(Beginning of Input)
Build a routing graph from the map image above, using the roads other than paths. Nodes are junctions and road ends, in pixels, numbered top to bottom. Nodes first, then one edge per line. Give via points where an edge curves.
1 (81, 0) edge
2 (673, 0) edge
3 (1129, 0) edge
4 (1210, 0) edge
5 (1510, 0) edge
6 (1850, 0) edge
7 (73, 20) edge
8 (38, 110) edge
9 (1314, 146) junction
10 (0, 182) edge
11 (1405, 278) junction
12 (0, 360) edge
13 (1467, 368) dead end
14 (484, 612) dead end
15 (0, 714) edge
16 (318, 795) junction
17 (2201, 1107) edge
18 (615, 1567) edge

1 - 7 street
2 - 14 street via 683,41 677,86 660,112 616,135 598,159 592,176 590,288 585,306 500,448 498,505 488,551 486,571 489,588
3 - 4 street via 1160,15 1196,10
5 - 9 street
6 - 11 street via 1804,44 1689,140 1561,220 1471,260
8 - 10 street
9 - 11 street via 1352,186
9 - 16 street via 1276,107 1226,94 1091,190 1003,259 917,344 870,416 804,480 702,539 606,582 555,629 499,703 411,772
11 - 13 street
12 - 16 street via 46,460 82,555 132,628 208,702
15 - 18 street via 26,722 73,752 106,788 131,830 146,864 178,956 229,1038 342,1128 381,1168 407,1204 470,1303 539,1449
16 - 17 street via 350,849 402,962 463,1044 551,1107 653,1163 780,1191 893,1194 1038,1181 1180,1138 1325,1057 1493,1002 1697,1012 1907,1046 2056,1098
(End of Input)
## Your goal
No line may be altered or left out when the data is written out.

## Solved problem
Build a routing graph from the map image above, using the roads other than paths. Nodes are junctions and road ends, in pixels, numbered top to bottom. Nodes first, then one edge per line. Give via points where an edge curves.
1 (81, 0) edge
2 (673, 0) edge
3 (1129, 0) edge
4 (1210, 0) edge
5 (1510, 0) edge
6 (1850, 0) edge
7 (73, 20) edge
8 (38, 110) edge
9 (1314, 146) junction
10 (0, 182) edge
11 (1405, 278) junction
12 (0, 360) edge
13 (1467, 368) dead end
14 (484, 612) dead end
15 (0, 714) edge
16 (318, 795) junction
17 (2201, 1107) edge
18 (615, 1567) edge

1 - 7 street
2 - 14 street via 683,41 677,86 660,112 616,135 598,159 592,176 590,288 585,306 500,448 498,505 488,551 486,571 489,588
3 - 4 street via 1160,15 1196,10
5 - 9 street
6 - 11 street via 1804,44 1689,140 1561,220 1471,260
8 - 10 street
9 - 11 street via 1352,186
9 - 16 street via 1276,107 1226,94 1091,190 1003,259 917,344 870,416 804,480 702,539 606,582 555,629 499,703 411,772
11 - 13 street
12 - 16 street via 46,460 82,555 132,628 208,702
15 - 18 street via 26,722 73,752 106,788 131,830 146,864 178,956 229,1038 342,1128 381,1168 407,1204 470,1303 539,1449
16 - 17 street via 350,849 402,962 463,1044 551,1107 653,1163 780,1191 893,1194 1038,1181 1180,1138 1325,1057 1493,1002 1697,1012 1907,1046 2056,1098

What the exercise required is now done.